(Saved entries)
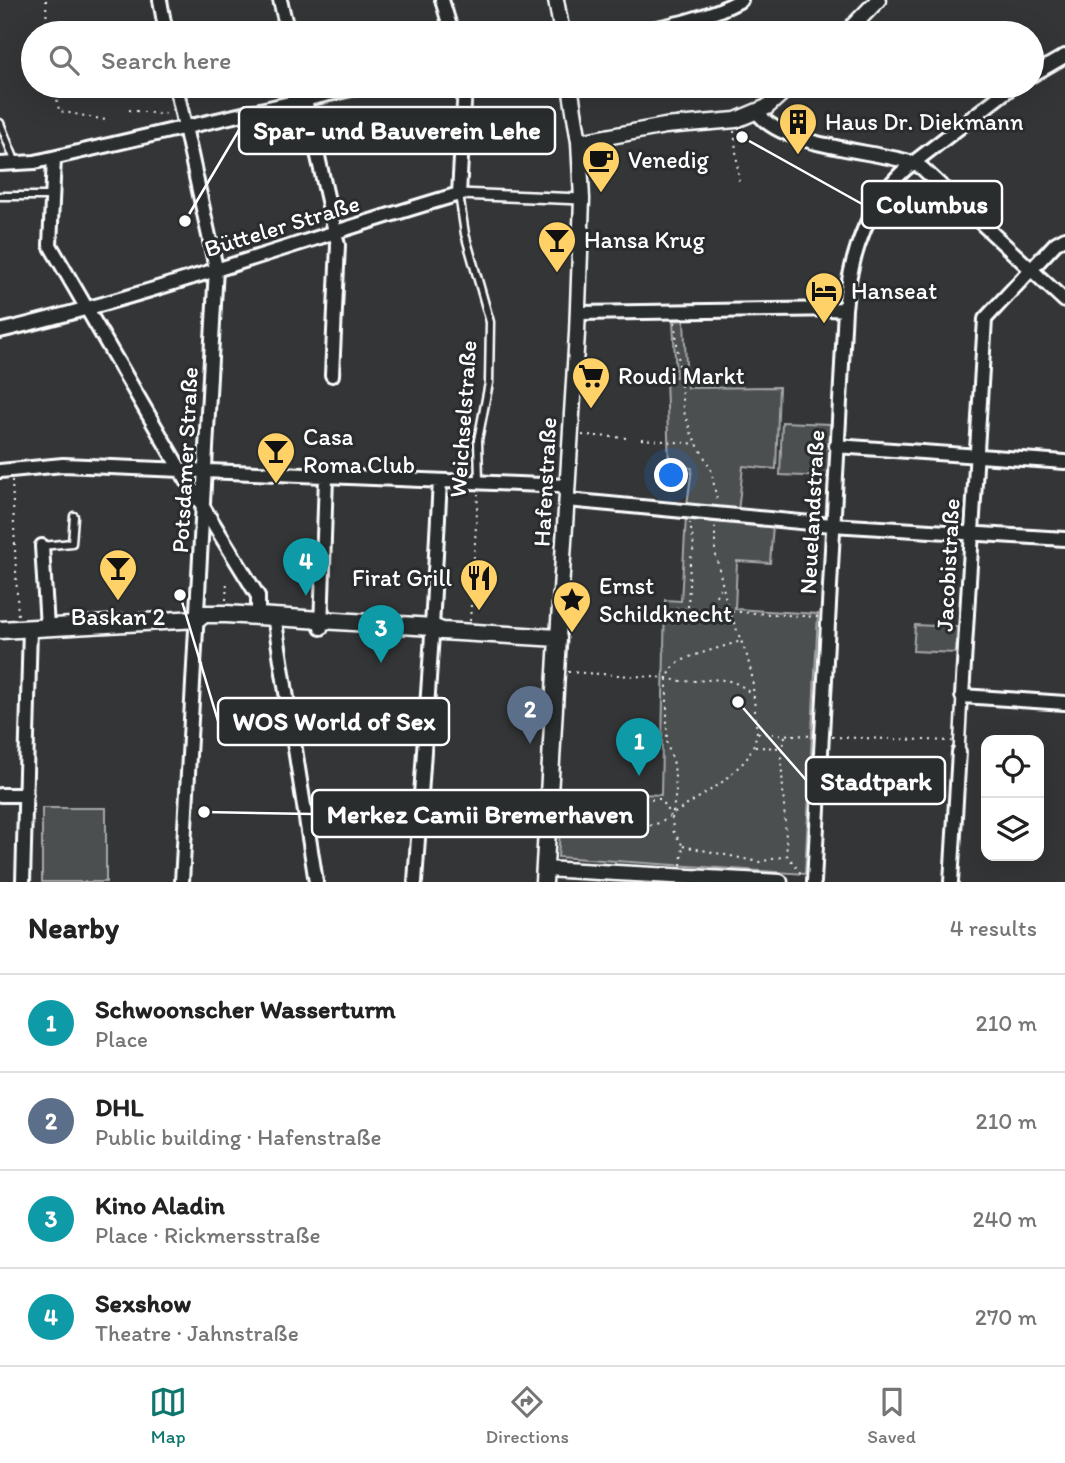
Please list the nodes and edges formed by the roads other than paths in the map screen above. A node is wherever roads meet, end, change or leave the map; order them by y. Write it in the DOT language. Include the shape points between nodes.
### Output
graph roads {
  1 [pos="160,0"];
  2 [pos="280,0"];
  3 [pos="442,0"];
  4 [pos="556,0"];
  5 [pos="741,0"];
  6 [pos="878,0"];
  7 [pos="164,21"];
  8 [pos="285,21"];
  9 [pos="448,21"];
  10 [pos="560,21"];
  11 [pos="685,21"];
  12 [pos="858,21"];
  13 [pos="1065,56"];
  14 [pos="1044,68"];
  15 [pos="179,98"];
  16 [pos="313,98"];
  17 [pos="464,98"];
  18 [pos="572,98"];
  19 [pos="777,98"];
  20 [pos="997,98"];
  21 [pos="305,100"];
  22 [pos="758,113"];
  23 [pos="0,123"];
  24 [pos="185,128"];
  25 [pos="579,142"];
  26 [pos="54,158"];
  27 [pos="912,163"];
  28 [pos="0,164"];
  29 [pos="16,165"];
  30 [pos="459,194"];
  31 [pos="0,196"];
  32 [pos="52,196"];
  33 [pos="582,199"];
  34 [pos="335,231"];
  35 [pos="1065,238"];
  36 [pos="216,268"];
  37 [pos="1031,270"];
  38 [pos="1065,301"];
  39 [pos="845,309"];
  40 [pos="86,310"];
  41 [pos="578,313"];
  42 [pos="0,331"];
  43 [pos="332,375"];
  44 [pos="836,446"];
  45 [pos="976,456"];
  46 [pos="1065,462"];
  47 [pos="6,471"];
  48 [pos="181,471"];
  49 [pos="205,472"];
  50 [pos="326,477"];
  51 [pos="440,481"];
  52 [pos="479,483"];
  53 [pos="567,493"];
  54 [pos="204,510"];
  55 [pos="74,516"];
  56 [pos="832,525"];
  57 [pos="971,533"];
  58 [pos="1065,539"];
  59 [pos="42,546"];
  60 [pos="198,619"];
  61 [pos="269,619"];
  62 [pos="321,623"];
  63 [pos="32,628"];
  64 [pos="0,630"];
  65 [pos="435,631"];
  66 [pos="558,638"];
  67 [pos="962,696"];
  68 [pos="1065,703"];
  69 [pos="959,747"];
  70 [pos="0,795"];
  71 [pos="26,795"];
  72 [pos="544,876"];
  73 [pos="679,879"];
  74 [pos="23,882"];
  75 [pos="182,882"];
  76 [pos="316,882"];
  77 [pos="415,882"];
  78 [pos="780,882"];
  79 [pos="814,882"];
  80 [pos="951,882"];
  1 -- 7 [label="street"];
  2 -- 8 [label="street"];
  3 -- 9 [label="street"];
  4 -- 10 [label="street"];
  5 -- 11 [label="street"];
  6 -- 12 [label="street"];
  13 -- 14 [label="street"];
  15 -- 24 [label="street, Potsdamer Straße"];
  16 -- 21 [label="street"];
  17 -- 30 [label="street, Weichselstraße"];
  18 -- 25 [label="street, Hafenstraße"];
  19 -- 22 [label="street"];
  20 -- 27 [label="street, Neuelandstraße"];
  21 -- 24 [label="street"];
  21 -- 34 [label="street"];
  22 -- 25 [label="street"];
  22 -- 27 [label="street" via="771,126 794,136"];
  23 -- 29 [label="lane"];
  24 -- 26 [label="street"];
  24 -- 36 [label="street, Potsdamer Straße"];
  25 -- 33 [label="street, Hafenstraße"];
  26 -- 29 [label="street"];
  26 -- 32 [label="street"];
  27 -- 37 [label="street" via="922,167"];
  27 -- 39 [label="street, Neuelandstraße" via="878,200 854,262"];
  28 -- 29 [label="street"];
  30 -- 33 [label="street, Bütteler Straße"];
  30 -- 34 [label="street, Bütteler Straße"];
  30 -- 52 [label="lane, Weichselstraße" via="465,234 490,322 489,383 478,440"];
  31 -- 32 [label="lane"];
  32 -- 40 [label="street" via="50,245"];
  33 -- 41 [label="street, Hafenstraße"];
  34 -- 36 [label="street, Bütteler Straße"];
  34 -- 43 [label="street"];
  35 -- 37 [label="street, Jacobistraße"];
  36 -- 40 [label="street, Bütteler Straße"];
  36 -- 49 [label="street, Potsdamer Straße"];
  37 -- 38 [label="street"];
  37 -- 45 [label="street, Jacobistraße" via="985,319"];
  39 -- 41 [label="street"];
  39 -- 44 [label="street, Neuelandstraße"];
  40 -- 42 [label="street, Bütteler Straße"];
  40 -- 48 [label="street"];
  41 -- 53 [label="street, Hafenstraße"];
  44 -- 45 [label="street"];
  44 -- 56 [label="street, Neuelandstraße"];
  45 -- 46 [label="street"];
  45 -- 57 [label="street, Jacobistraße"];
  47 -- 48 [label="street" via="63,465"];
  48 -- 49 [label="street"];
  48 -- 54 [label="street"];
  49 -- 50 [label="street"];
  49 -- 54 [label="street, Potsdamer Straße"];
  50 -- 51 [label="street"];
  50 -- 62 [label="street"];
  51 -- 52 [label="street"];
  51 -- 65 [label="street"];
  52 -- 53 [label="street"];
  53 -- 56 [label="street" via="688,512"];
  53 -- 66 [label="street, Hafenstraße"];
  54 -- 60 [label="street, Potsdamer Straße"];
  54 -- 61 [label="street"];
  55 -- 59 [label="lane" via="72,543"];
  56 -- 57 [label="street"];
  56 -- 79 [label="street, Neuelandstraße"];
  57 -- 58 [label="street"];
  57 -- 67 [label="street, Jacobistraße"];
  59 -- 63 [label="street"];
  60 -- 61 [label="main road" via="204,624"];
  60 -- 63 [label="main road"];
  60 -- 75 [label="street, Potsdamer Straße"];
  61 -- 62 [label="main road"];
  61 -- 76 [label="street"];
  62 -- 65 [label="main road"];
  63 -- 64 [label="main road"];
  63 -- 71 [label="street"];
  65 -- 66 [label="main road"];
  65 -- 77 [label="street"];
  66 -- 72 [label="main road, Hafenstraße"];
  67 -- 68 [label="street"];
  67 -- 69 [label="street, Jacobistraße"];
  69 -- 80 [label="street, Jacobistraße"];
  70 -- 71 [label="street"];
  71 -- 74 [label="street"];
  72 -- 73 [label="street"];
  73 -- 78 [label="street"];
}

_Task to complete_
Repeat the records above exactly, without pictures.

_Answer space_
Please list the nodes and edges formed by the roads other than paths in the map screen above. A node is wherever roads meet, end, change or leave the map; order them by y. Write it in the DOT language. Include the shape points between nodes.
### Output
graph roads {
  1 [pos="160,0"];
  2 [pos="280,0"];
  3 [pos="442,0"];
  4 [pos="556,0"];
  5 [pos="741,0"];
  6 [pos="878,0"];
  7 [pos="164,21"];
  8 [pos="285,21"];
  9 [pos="448,21"];
  10 [pos="560,21"];
  11 [pos="685,21"];
  12 [pos="858,21"];
  13 [pos="1065,56"];
  14 [pos="1044,68"];
  15 [pos="179,98"];
  16 [pos="313,98"];
  17 [pos="464,98"];
  18 [pos="572,98"];
  19 [pos="777,98"];
  20 [pos="997,98"];
  21 [pos="305,100"];
  22 [pos="758,113"];
  23 [pos="0,123"];
  24 [pos="185,128"];
  25 [pos="579,142"];
  26 [pos="54,158"];
  27 [pos="912,163"];
  28 [pos="0,164"];
  29 [pos="16,165"];
  30 [pos="459,194"];
  31 [pos="0,196"];
  32 [pos="52,196"];
  33 [pos="582,199"];
  34 [pos="335,231"];
  35 [pos="1065,238"];
  36 [pos="216,268"];
  37 [pos="1031,270"];
  38 [pos="1065,301"];
  39 [pos="845,309"];
  40 [pos="86,310"];
  41 [pos="578,313"];
  42 [pos="0,331"];
  43 [pos="332,375"];
  44 [pos="836,446"];
  45 [pos="976,456"];
  46 [pos="1065,462"];
  47 [pos="6,471"];
  48 [pos="181,471"];
  49 [pos="205,472"];
  50 [pos="326,477"];
  51 [pos="440,481"];
  52 [pos="479,483"];
  53 [pos="567,493"];
  54 [pos="204,510"];
  55 [pos="74,516"];
  56 [pos="832,525"];
  57 [pos="971,533"];
  58 [pos="1065,539"];
  59 [pos="42,546"];
  60 [pos="198,619"];
  61 [pos="269,619"];
  62 [pos="321,623"];
  63 [pos="32,628"];
  64 [pos="0,630"];
  65 [pos="435,631"];
  66 [pos="558,638"];
  67 [pos="962,696"];
  68 [pos="1065,703"];
  69 [pos="959,747"];
  70 [pos="0,795"];
  71 [pos="26,795"];
  72 [pos="544,876"];
  73 [pos="679,879"];
  74 [pos="23,882"];
  75 [pos="182,882"];
  76 [pos="316,882"];
  77 [pos="415,882"];
  78 [pos="780,882"];
  79 [pos="814,882"];
  80 [pos="951,882"];
  1 -- 7 [label="street"];
  2 -- 8 [label="street"];
  3 -- 9 [label="street"];
  4 -- 10 [label="street"];
  5 -- 11 [label="street"];
  6 -- 12 [label="street"];
  13 -- 14 [label="street"];
  15 -- 24 [label="street, Potsdamer Straße"];
  16 -- 21 [label="street"];
  17 -- 30 [label="street, Weichselstraße"];
  18 -- 25 [label="street, Hafenstraße"];
  19 -- 22 [label="street"];
  20 -- 27 [label="street, Neuelandstraße"];
  21 -- 24 [label="street"];
  21 -- 34 [label="street"];
  22 -- 25 [label="street"];
  22 -- 27 [label="street" via="771,126 794,136"];
  23 -- 29 [label="lane"];
  24 -- 26 [label="street"];
  24 -- 36 [label="street, Potsdamer Straße"];
  25 -- 33 [label="street, Hafenstraße"];
  26 -- 29 [label="street"];
  26 -- 32 [label="street"];
  27 -- 37 [label="street" via="922,167"];
  27 -- 39 [label="street, Neuelandstraße" via="878,200 854,262"];
  28 -- 29 [label="street"];
  30 -- 33 [label="street, Bütteler Straße"];
  30 -- 34 [label="street, Bütteler Straße"];
  30 -- 52 [label="lane, Weichselstraße" via="465,234 490,322 489,383 478,440"];
  31 -- 32 [label="lane"];
  32 -- 40 [label="street" via="50,245"];
  33 -- 41 [label="street, Hafenstraße"];
  34 -- 36 [label="street, Bütteler Straße"];
  34 -- 43 [label="street"];
  35 -- 37 [label="street, Jacobistraße"];
  36 -- 40 [label="street, Bütteler Straße"];
  36 -- 49 [label="street, Potsdamer Straße"];
  37 -- 38 [label="street"];
  37 -- 45 [label="street, Jacobistraße" via="985,319"];
  39 -- 41 [label="street"];
  39 -- 44 [label="street, Neuelandstraße"];
  40 -- 42 [label="street, Bütteler Straße"];
  40 -- 48 [label="street"];
  41 -- 53 [label="street, Hafenstraße"];
  44 -- 45 [label="street"];
  44 -- 56 [label="street, Neuelandstraße"];
  45 -- 46 [label="street"];
  45 -- 57 [label="street, Jacobistraße"];
  47 -- 48 [label="street" via="63,465"];
  48 -- 49 [label="street"];
  48 -- 54 [label="street"];
  49 -- 50 [label="street"];
  49 -- 54 [label="street, Potsdamer Straße"];
  50 -- 51 [label="street"];
  50 -- 62 [label="street"];
  51 -- 52 [label="street"];
  51 -- 65 [label="street"];
  52 -- 53 [label="street"];
  53 -- 56 [label="street" via="688,512"];
  53 -- 66 [label="street, Hafenstraße"];
  54 -- 60 [label="street, Potsdamer Straße"];
  54 -- 61 [label="street"];
  55 -- 59 [label="lane" via="72,543"];
  56 -- 57 [label="street"];
  56 -- 79 [label="street, Neuelandstraße"];
  57 -- 58 [label="street"];
  57 -- 67 [label="street, Jacobistraße"];
  59 -- 63 [label="street"];
  60 -- 61 [label="main road" via="204,624"];
  60 -- 63 [label="main road"];
  60 -- 75 [label="street, Potsdamer Straße"];
  61 -- 62 [label="main road"];
  61 -- 76 [label="street"];
  62 -- 65 [label="main road"];
  63 -- 64 [label="main road"];
  63 -- 71 [label="street"];
  65 -- 66 [label="main road"];
  65 -- 77 [label="street"];
  66 -- 72 [label="main road, Hafenstraße"];
  67 -- 68 [label="street"];
  67 -- 69 [label="street, Jacobistraße"];
  69 -- 80 [label="street, Jacobistraße"];
  70 -- 71 [label="street"];
  71 -- 74 [label="street"];
  72 -- 73 [label="street"];
  73 -- 78 [label="street"];
}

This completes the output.